Collected data entries
::::
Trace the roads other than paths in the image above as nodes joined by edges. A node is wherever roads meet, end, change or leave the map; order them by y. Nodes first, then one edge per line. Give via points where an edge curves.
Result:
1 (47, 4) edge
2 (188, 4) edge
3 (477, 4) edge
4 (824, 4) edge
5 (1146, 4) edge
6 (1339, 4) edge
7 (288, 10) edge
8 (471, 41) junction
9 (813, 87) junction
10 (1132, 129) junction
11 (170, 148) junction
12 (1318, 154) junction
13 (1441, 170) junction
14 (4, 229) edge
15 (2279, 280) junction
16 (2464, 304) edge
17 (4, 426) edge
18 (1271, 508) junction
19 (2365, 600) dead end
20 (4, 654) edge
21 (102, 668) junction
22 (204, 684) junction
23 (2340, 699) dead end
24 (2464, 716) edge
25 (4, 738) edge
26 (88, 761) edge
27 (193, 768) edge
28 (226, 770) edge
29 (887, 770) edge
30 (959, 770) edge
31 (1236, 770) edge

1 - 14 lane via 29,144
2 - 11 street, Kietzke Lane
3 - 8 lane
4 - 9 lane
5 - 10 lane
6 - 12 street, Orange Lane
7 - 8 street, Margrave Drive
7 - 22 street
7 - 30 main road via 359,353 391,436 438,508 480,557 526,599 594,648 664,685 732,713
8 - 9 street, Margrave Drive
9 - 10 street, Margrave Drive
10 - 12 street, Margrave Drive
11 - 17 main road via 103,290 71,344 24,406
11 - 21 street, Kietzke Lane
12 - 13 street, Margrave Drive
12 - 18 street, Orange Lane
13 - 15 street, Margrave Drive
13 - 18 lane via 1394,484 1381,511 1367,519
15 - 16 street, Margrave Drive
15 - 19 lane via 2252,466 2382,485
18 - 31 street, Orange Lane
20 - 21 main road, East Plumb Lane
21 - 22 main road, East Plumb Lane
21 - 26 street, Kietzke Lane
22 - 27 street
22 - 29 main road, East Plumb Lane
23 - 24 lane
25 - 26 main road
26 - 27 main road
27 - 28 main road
::::
What to do
Among the entries, copy every line containing the word "Kietzke".

Result for this exercise
2 - 11 street, Kietzke Lane
11 - 21 street, Kietzke Lane
21 - 26 street, Kietzke Lane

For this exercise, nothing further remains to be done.